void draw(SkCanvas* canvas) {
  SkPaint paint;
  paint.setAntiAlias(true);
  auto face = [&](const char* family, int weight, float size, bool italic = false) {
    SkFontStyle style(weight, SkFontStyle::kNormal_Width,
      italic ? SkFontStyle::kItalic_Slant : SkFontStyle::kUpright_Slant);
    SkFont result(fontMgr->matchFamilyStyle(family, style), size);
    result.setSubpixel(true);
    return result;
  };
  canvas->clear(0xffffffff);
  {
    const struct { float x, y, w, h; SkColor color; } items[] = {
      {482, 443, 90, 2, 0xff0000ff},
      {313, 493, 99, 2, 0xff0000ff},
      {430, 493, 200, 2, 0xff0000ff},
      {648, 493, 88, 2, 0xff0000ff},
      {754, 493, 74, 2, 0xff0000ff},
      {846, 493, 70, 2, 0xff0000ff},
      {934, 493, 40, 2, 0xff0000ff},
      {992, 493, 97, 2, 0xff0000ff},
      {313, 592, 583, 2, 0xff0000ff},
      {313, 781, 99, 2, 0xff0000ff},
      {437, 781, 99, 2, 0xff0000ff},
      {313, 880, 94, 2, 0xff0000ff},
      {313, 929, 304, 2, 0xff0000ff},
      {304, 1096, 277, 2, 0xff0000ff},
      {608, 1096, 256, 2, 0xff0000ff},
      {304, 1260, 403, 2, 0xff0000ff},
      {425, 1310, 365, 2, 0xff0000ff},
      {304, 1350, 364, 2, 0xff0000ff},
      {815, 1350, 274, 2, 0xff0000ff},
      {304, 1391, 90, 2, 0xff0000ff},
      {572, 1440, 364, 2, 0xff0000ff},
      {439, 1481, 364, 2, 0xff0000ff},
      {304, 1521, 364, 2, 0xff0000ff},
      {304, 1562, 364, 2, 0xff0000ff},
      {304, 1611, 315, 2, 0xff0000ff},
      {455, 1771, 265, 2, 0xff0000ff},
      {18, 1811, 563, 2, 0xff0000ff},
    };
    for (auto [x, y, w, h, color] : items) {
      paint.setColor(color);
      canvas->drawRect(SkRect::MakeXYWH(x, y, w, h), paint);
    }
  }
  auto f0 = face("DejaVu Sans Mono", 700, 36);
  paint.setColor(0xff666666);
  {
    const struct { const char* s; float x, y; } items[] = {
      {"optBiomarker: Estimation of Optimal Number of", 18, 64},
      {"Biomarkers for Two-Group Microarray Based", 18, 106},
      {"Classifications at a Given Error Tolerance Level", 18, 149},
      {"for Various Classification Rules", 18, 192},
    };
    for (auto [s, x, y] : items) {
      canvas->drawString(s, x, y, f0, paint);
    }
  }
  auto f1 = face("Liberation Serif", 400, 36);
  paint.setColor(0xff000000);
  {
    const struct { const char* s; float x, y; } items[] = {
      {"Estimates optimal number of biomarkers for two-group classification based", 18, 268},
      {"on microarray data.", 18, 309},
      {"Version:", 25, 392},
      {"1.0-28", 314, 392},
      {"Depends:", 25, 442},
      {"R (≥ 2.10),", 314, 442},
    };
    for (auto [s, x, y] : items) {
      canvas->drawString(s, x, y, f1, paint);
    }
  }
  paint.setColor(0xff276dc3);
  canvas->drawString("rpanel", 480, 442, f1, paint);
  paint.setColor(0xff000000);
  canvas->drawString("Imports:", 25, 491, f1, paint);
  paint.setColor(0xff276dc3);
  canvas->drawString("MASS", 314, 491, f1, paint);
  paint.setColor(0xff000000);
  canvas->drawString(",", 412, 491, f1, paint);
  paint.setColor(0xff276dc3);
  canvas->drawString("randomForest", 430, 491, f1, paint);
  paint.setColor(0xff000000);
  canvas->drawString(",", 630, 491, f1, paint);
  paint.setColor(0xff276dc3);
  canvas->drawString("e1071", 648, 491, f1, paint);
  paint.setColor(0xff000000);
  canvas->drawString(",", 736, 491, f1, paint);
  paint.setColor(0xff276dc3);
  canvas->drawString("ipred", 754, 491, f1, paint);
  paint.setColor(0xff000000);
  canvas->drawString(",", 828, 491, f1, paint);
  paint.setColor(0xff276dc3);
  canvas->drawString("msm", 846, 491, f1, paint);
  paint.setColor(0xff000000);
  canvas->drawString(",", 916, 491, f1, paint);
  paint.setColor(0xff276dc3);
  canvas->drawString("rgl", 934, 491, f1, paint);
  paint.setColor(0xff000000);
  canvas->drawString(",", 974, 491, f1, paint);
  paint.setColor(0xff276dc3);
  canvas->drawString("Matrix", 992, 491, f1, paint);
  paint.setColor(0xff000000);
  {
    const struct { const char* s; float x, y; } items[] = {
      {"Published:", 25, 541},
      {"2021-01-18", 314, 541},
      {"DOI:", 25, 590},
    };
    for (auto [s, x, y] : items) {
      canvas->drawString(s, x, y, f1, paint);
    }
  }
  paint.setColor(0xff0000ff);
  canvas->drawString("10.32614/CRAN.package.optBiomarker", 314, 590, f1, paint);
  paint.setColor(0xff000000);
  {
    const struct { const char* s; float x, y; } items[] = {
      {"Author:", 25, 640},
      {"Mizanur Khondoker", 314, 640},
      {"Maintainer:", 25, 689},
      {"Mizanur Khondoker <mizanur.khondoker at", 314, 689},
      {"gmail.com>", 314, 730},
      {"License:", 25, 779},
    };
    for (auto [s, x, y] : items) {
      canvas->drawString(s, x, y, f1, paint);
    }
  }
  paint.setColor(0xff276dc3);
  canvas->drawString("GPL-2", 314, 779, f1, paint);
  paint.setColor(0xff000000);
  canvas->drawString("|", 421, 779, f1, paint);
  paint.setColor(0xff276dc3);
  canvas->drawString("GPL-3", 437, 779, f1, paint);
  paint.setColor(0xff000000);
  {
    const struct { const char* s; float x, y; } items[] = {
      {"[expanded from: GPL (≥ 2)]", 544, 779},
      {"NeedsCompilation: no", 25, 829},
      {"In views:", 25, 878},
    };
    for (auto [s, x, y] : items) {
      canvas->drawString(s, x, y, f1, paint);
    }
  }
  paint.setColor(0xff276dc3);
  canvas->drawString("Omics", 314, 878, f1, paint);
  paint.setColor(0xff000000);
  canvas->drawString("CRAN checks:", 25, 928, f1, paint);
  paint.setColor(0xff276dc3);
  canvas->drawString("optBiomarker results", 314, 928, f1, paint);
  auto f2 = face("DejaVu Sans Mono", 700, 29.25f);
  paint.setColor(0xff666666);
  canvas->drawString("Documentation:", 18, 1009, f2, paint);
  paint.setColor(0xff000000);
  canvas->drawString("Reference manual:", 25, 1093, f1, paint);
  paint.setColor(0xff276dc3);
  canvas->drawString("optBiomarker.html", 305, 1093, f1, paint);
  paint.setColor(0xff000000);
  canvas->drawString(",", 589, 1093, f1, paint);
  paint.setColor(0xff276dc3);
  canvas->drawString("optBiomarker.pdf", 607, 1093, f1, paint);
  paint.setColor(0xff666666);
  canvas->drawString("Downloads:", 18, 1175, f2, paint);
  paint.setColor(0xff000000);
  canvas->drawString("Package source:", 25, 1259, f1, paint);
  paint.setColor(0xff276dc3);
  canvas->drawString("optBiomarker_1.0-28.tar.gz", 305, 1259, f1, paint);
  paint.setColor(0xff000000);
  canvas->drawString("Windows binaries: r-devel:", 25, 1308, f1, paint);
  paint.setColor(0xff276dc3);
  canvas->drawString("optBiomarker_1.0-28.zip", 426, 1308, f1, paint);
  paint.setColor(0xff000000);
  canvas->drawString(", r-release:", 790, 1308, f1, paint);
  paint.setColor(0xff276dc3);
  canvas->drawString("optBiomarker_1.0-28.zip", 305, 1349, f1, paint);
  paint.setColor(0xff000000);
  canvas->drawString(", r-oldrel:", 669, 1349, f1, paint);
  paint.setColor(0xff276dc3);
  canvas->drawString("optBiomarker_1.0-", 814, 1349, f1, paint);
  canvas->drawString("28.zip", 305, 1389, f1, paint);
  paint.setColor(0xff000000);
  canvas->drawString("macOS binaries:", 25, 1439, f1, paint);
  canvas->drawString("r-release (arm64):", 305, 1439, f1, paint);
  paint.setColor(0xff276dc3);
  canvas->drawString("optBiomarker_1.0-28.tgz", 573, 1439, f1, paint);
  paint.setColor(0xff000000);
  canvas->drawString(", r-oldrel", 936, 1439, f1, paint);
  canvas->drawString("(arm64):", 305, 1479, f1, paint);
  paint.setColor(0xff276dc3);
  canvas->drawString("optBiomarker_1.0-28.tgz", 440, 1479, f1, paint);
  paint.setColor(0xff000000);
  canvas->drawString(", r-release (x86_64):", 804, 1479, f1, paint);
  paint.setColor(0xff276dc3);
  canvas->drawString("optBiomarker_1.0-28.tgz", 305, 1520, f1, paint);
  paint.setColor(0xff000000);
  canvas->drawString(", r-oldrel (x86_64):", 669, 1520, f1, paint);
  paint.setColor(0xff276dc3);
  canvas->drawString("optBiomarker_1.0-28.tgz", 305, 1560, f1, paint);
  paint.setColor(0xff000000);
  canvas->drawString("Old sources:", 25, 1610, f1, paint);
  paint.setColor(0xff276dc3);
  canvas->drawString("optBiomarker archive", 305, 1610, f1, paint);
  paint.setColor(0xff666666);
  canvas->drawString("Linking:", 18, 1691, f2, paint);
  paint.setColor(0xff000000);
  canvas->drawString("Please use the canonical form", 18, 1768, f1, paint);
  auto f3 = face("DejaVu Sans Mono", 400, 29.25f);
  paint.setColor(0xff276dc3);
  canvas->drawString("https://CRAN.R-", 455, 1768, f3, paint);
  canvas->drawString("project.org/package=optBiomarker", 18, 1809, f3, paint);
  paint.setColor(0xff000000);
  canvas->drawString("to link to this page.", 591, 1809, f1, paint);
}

☆ ☆ ☆

→ **TASK REQUIREMENTS**: Tally the lines in this data that hold the word "weight" and state only the count.

→ **EXERCISE ANSWER**: 2